Les vétérinaires entre empathie, éthique et escalade

Par Laura TomassiniLex Kleren Changer en allemand pour l'article original

Insultes, menaces, haine en ligne : dans les cliniques vétérinaires du Luxembourg, les émotions se heurtent de plus en plus souvent à des personnes qui cherchent pourtant à aider. Entre compassion, limites éthiques et responsabilité financière, les vétérinaires atteignent leurs limites – et deviennent la cible de la frustration de propriétaires dépassé·e·s.

Il est tard dans la soirée. Après une brève sonnerie, la porte vitrée s’ouvre. Trois personnes sont assises sur un banc dans la zone d’attente de droite, une autre tout à gauche. La secrétaire à la réception accueille le nouveau venu avec amabilité, mais l’agitation à l’arrière est palpable. En journée, une équipe entière s’occupe sur place des patient·e·s à quatre pattes de la clinique vétérinaire de Krakelshaff.
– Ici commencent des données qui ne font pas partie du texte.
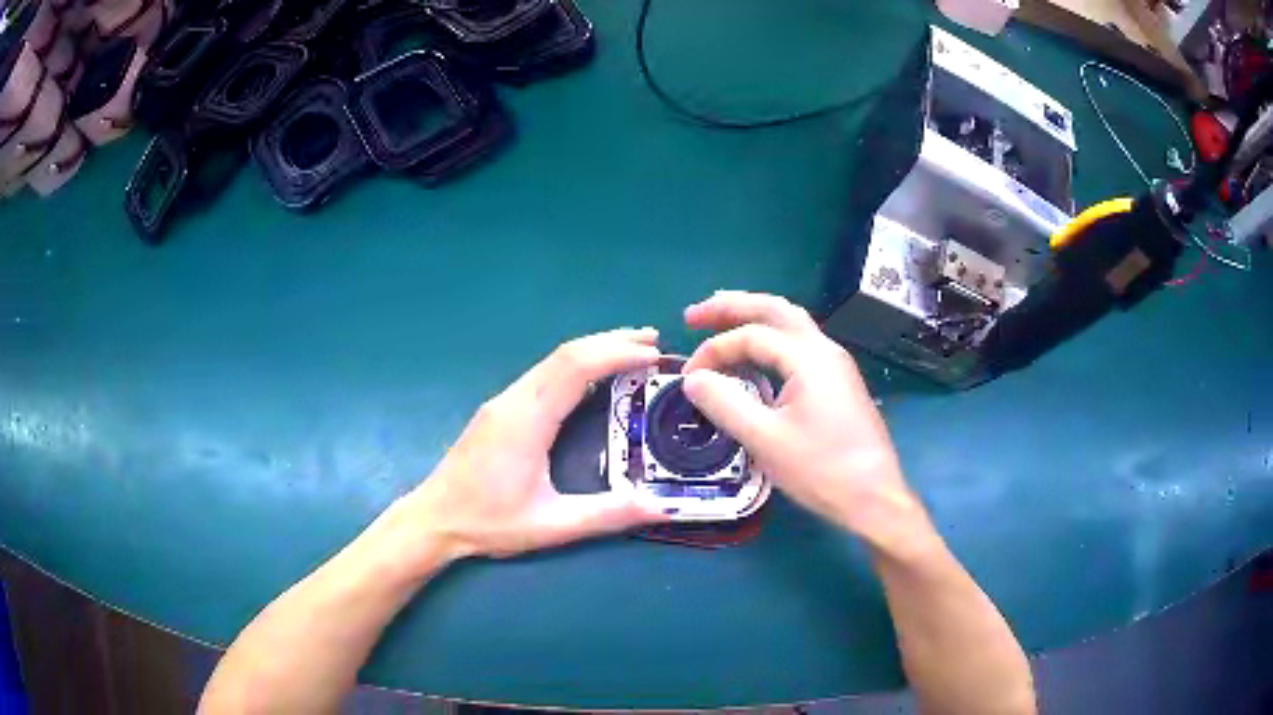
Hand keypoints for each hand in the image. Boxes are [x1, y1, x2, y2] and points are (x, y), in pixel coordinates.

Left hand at [399, 328, 669, 562]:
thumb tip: (663, 509)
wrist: (433, 519)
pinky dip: (575, 363)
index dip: (617, 354)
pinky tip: (592, 375)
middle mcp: (513, 400)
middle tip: (654, 340)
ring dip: (593, 348)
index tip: (653, 355)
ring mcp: (502, 401)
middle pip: (566, 353)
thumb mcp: (552, 526)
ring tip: (632, 349)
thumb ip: (608, 515)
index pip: (576, 368)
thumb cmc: (489, 523)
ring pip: (552, 359)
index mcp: (526, 421)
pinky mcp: (498, 409)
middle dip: (612, 341)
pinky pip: (542, 373)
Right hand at [681, 291, 929, 550]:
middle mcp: (825, 350)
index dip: (714, 350)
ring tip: (721, 321)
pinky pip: (799, 346)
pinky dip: (770, 340)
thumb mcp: (765, 440)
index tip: (688, 378)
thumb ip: (725, 404)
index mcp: (809, 357)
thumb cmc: (821, 469)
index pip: (751, 335)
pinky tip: (757, 357)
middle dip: (732, 306)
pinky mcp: (838, 384)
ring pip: (791, 325)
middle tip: (693, 315)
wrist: (874, 496)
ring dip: (754, 318)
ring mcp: (835, 365)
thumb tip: (693, 379)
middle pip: (775, 310)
La nuit, en revanche, un·e seul·e vétérinaire de garde assure tout le service. Une équipe chirurgicale est certes en astreinte, mais sauf en cas d’urgence absolue, ce·tte dernier·ère doit se débrouiller seul·e jusqu’à la relève du matin.
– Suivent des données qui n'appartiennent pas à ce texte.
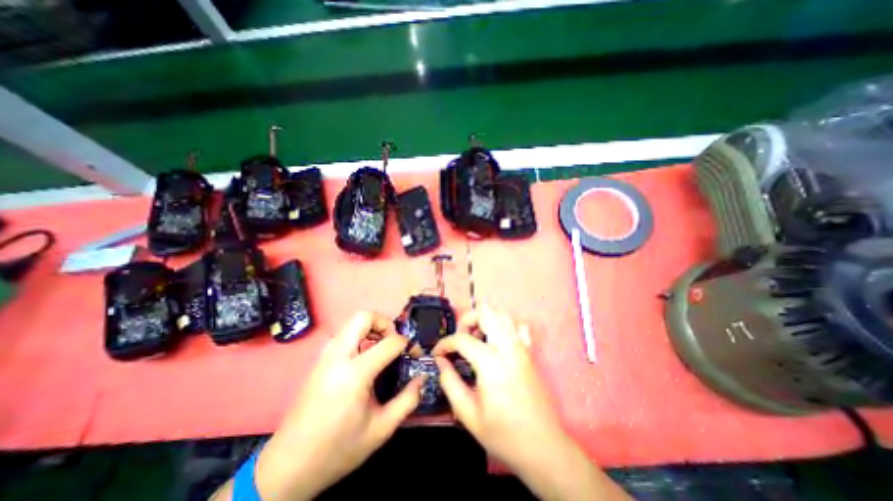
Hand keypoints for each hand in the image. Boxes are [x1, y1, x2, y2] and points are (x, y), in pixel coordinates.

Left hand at [253, 310, 422, 498]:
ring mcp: (325, 356)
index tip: (414, 353)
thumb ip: (407, 400)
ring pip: (351, 323)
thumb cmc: (338, 448)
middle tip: (394, 341)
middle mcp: (338, 356)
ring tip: (382, 347)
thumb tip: (422, 378)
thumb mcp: (381, 429)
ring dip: (371, 328)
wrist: (288, 466)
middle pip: (363, 317)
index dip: (407, 344)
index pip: (389, 342)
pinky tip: (365, 357)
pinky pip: (344, 334)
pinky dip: (359, 336)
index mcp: (354, 374)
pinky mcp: (320, 360)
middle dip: (384, 323)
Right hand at [431, 306, 625, 500]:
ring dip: (485, 319)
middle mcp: (508, 347)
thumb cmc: (503, 434)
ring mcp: (521, 347)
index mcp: (491, 362)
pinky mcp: (529, 352)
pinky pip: (518, 326)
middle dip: (467, 320)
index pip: (462, 339)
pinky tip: (497, 340)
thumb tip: (441, 362)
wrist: (543, 448)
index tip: (437, 354)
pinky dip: (505, 325)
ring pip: (502, 314)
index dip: (445, 344)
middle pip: (485, 313)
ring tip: (475, 337)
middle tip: (459, 339)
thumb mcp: (468, 413)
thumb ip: (450, 382)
Même scénario à la clinique vétérinaire de Bereldange. Là aussi, une seule personne travaille de nuit, faute de budget pour un service de sécurité. Le problème : tous les cas d’urgence du pays arrivent soit à Bereldange, soit à Bettembourg – le Luxembourg ne compte pas d’autre clinique vétérinaire. "Nos vétérinaires sont donc les seuls à être joignables après minuit", souligne le Dr Tom Conzemius, directeur vétérinaire à Bereldange. Le stress est bien présent dans les deux établissements – il fait partie du quotidien des vétérinaires. Ce qui, en revanche, ne fait pas partie du contrat mais s’y retrouve tout de même : l’agressivité que certain·e·s propriétaires d’animaux manifestent.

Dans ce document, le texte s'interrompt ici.